## Work task
When you spot the word "Avenida" in a line of the data below, copy that line.

(Dataset entries)

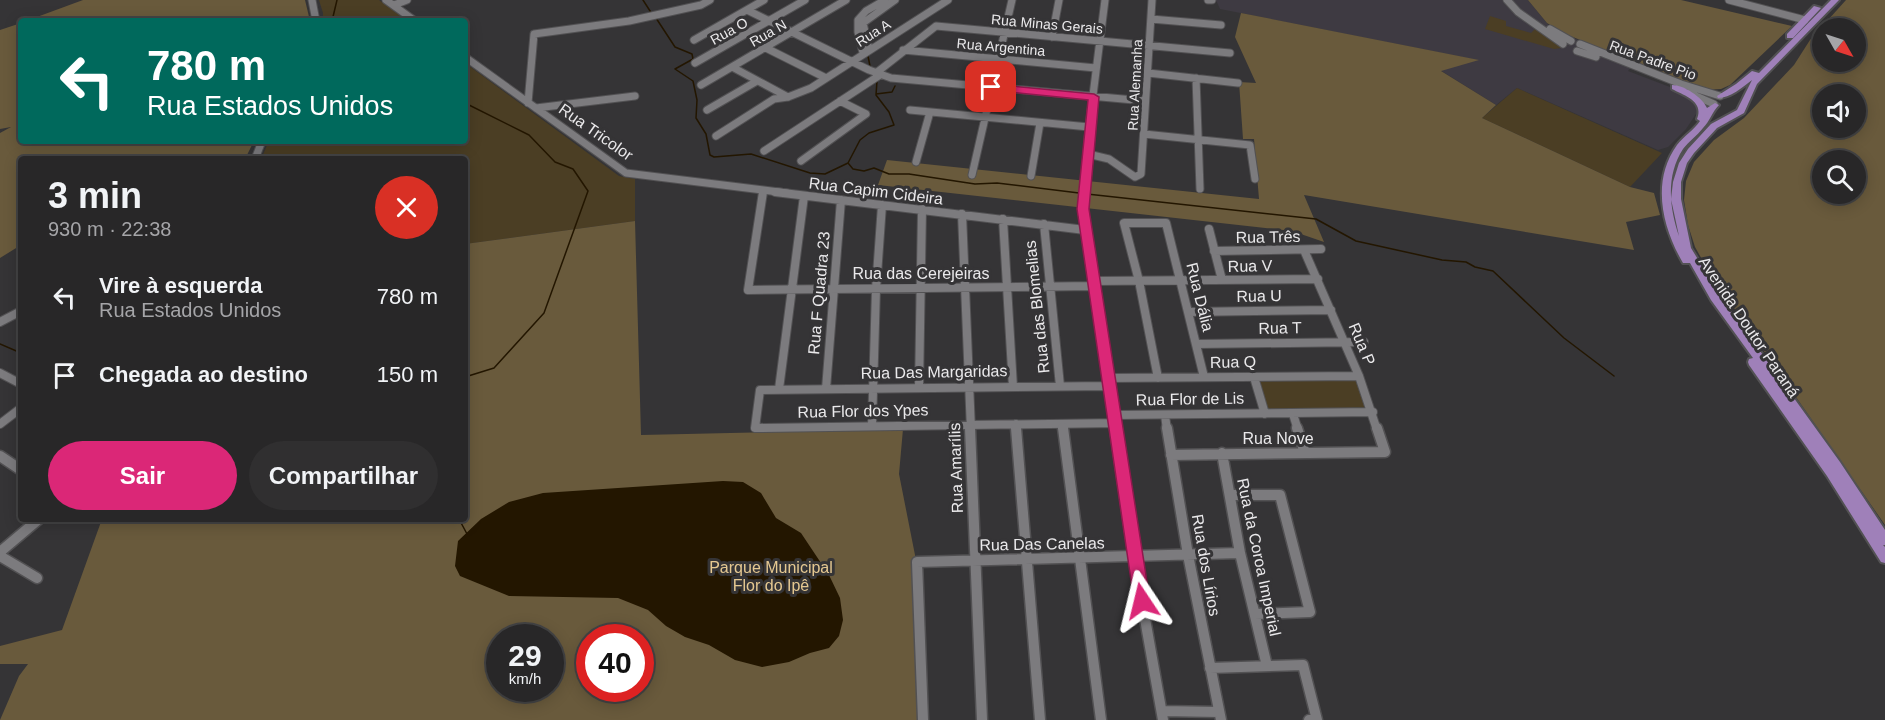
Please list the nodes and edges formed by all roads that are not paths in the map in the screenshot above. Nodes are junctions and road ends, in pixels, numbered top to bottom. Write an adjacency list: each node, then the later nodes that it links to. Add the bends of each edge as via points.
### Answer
1 (312, 0): 22 (street)
2 (386, 0): 20 (street)
3 (407, 0): 20 (street)
4 (710, 0): 62 (street, via 629,21 534,34)
5 (764, 0): 21 (street)
6 (805, 0): 26 (street, Rua O)
7 (846, 0): 29 (street, Rua N)
8 (885, 0): 39 (street, via 856,20)
9 (895, 0): 39 (street, via 863,23)
10 (948, 0): 39 (street, Rua A)
11 (1012, 0): 28 (street)
12 (1059, 0): 30 (street)
13 (1105, 0): 32 (street)
14 (1152, 0): 24 (street, Rua Alemanha)
15 (1507, 0): 35 (street)
16 (1514, 0): 33 (street, via 1537,21)
17 (1729, 0): 25 (street)
18 (1826, 0): 25 (main road, Avenida Doutor Paraná)
19 (1835, 0): 64 (main road, via 1753,83)
20 (394, 5): 23 (street)
21 (747, 10): 26 (street); 31 (street)
22 (315, 18)
23 (411, 18)
24 (1150, 19): 27 (street); 34 (street, Rua Alemanha)
25 (1805, 20): 59 (main road, Avenida Doutor Paraná, via 1750,78)
26 (770, 22): 29 (street); 44 (street, Rua O)
27 (1221, 25)
28 (1004, 32): 30 (street, Rua Minas Gerais); 38 (street, Rua Minas Gerais, via 936,26); 42 (street)
29 (793, 33): 36 (street, Rua N); 43 (street)
30 (1052, 37): 32 (street, Rua Minas Gerais)
31 (694, 40)
32 (1100, 41): 34 (street, Rua Minas Gerais); 46 (street)
33 (1571, 41): 35 (street); 37 (street)
34 (1148, 44): 40 (street, Rua Minas Gerais); 47 (street, Rua Alemanha)
35 (1563, 44): 37 (street, via 1569,49)
36 (766, 48): 45 (street, Rua N); 49 (street)
37 (1578, 48): 55 (street, Rua Padre Pio); 59 (street, Rua Padre Pio)
38 (903, 50): 42 (street, Rua Argentina); 48 (street, Rua Minas Gerais)
39 (866, 51): 43 (street, Rua A)
40 (1230, 53)
41 (468, 59): 62 (street, Rua Tricolor)
42 (998, 59): 46 (street, Rua Argentina); 54 (street)
43 (851, 61): 48 (street); 49 (street, Rua A)
44 (695, 63)
45 (734, 68): 51 (street); 53 (street, Rua N)
46 (1096, 68): 57 (street)
47 (1148, 73): 50 (street); 61 (street, Rua Alemanha)
48 (878, 74): 54 (street, via 898,80); 60 (street, Rua Minas Gerais)
49 (826, 78): 58 (street, Rua A)
50 (1196, 78): 52 (street); 75 (street)
51 (757, 81): 58 (street); 65 (street)
52 (1238, 83)
53 (701, 86)
54 (991, 87): 57 (street); 69 (street)
55 (1675, 87): 59 (street, Rua Padre Pio); 72 (main road, via 1702,105 1704,111)
56 (635, 96): 63 (street)
57 (1094, 97): 61 (street); 71 (street)
58 (788, 98): 74 (street, Rua A, via 774,99)
59 (1717, 100): 64 (main road, via 1728,112); 64 (main road, via 1735,99); 72 (main road, Avenida Doutor Paraná)
60 (840, 101): 68 (street); 76 (street, Rua Minas Gerais)
61 (1145, 101): 73 (street, Rua Alemanha)
62 (528, 103): 63 (street, Rua Tricolor)
63 (536, 108): 84 (street, Rua Tricolor, via 626,173)
64 (1741, 109): 150 (main road, Avenida Doutor Paraná, via 1714,126 1683,163 1676,200 1686,248 1715,297)
65 (707, 110)
66 (910, 110): 67 (street)
67 (930, 112): 69 (street); 79 (street)
68 (866, 114): 78 (street)
69 (985, 117): 70 (street); 80 (street)
70 (1040, 123): 71 (street); 81 (street)
71 (1089, 127): 77 (street)
72 (1693, 133): 155 (main road, Avenida Doutor Paraná, via 1672,162 1665,186 1676,244 1704,292 1831,473)
73 (1144, 134): 75 (street); 77 (street, Rua Alemanha, via 1139,177 1102,155)
74 (716, 136)
75 (1199, 139): 82 (street, via 1250,145); 83 (street)
76 (764, 151)
77 (1088, 154): 93 (street)
78 (801, 161)
79 (916, 162)
80 (972, 175)
81 (1031, 176)
82 (1255, 179)
83 (1200, 189)
84 (763, 191): 85 (street, Rua Capim Cideira); 108 (street, Rua das Cerejeiras, via 747,290)
85 (804, 196): 86 (street, Rua Capim Cideira); 108 (street)
86 (841, 200): 87 (street, Rua Capim Cideira); 106 (street, Rua F Quadra 23)
87 (882, 205): 88 (street, Rua Capim Cideira); 107 (street)
88 (922, 209): 89 (street, Rua Capim Cideira); 105 (street)
89 (962, 214): 90 (street, Rua Capim Cideira); 102 (street, Rua Amarílis)
90 (1003, 219): 91 (street, Rua Capim Cideira); 103 (street)
91 (1044, 224): 93 (street, Rua Capim Cideira); 104 (street, Rua das Blomelias)
92 (1209, 229): 96 (street)
93 (1085, 230): 101 (street)
94 (1321, 249): 95 (street, Rua Três)
95 (1304, 250): 96 (street, Rua Três); 97 (street, Rua P)
96 (1214, 251): 98 (street)
97 (1318, 279): 98 (street, Rua V); 109 (street, Rua P)
98 (1222, 280): 100 (street, Rua V)
99 (1139, 281): 100 (street, Rua V); 100 (street, Rua Dália, via 1124,224 1166,224); 101 (street, Rua das Cerejeiras); 120 (street)
100 (1182, 281): 110 (street, Rua Dália)
101 (1094, 283): 104 (street, Rua das Cerejeiras); 122 (street)
102 (964, 287): 103 (street, Rua das Cerejeiras); 105 (street, Rua das Cerejeiras); 124 (street, Rua Amarílis)
103 (1008, 287): 104 (street, Rua das Cerejeiras); 125 (street)
104 (1049, 287): 123 (street, Rua das Blomelias)
105 (922, 288): 107 (street, Rua das Cerejeiras); 127 (street)
106 (834, 289): 107 (street, Rua das Cerejeiras); 108 (street, Rua das Cerejeiras); 129 (street, Rua F Quadra 23)
107 (876, 289): 126 (street)
108 (791, 290): 128 (street)
109 (1331, 310): 110 (street, Rua U); 113 (street, Rua P)
110 (1188, 312): 115 (street, Rua Dália)
111 (18, 313): 112 (street)
112 (0, 322)
113 (1346, 342): 114 (street, Rua T); 115 (street, Rua T); 117 (street, Rua P)
114 (1364, 342)
115 (1197, 344): 118 (street, Rua Dália)
116 (0, 373): 121 (street)
117 (1359, 376): 119 (street, Rua Q); 131 (street, Rua P)
118 (1204, 377): 119 (street, Rua Q); 120 (street, Rua Q)
119 (1254, 377): 132 (street)
120 (1158, 378): 122 (street, Rua Q)
121 (18, 382)
122 (1108, 382): 123 (street, Rua Das Margaridas); 135 (street)
123 (1060, 386): 125 (street, Rua Das Margaridas)
124 (967, 387): 125 (street, Rua Das Margaridas); 127 (street, Rua Das Margaridas); 139 (street, Rua Amarílis)
125 (1013, 387)
126 (874, 388): 127 (street, Rua Das Margaridas); 129 (street, Rua Das Margaridas); 140 (street)
127 (919, 388)
128 (778, 389): 129 (street, Rua Das Margaridas); 141 (street, Rua Das Margaridas, via 760,390)
129 (826, 389)
130 (18, 410): 136 (street)
131 (1373, 412): 133 (street, Rua Flor de Lis); 142 (street, Rua P)
132 (1264, 414): 133 (street, Rua Flor de Lis); 134 (street, Rua Flor de Lis)
133 (1293, 414): 144 (street)
134 (1165, 415): 135 (street, Rua Flor de Lis); 145 (street, Rua dos Lírios)
135 (1116, 419): 138 (street, Rua Flor dos Ypes); 154 (street)
136 (0, 424)
137 (1016, 424): 138 (street, Rua Flor dos Ypes); 139 (street, Rua Flor dos Ypes); 157 (street)
138 (1062, 424): 156 (street)
139 (969, 425): 140 (street, Rua Flor dos Ypes); 158 (street, Rua Amarílis)
140 (873, 426): 141 (street, Rua Flor dos Ypes)
141 (755, 428)
142 (1385, 452): 144 (street, Rua Nove)
143 (1222, 453): 144 (street, Rua Nove); 145 (street, Rua Nove); 148 (street, Rua da Coroa Imperial)
144 (1305, 453)
145 (1172, 455): 153 (street, Rua dos Lírios)
146 (0, 456): 147 (street)
147 (18, 468)
148 (1230, 495): 151 (street, Rua da Coroa Imperial); 160 (street, via 1280,495 1310,612)
149 (36, 522): 152 (street)
150 (1885, 540)
151 (1240, 553): 153 (street, Rua Das Canelas); 160 (street, Rua da Coroa Imperial)
152 (0, 554): 159 (street)
153 (1188, 555): 154 (street, Rua Das Canelas); 162 (street, Rua dos Lírios)
154 (1134, 557): 156 (street, Rua Das Canelas); 163 (street)
155 (1885, 558)
156 (1081, 559): 157 (street, Rua Das Canelas); 168 (street)
157 (1027, 560): 158 (street, Rua Das Canelas); 167 (street)
158 (975, 561): 165 (street, Rua Das Canelas, via 916,562); 166 (street, Rua Amarílis)
159 (37, 578)
160 (1255, 614): 161 (street, Rua da Coroa Imperial)
161 (1267, 666): 162 (street); 170 (street, via 1302,665)
162 (1210, 668): 164 (street, Rua dos Lírios)
163 (1162, 716): 164 (street)
164 (1220, 716)
165 (923, 720)
166 (982, 720)
167 (1040, 720)
168 (1101, 720)
169 (1309, 720): 170 (street)
170 (1317, 720)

## The completed task
18 (1826, 0): 25 (main road, Avenida Doutor Paraná)
25 (1805, 20): 59 (main road, Avenida Doutor Paraná, via 1750,78)
59 (1717, 100): 64 (main road, via 1728,112); 64 (main road, via 1735,99); 72 (main road, Avenida Doutor Paraná)
64 (1741, 109): 150 (main road, Avenida Doutor Paraná, via 1714,126 1683,163 1676,200 1686,248 1715,297)
72 (1693, 133): 155 (main road, Avenida Doutor Paraná, via 1672,162 1665,186 1676,244 1704,292 1831,473)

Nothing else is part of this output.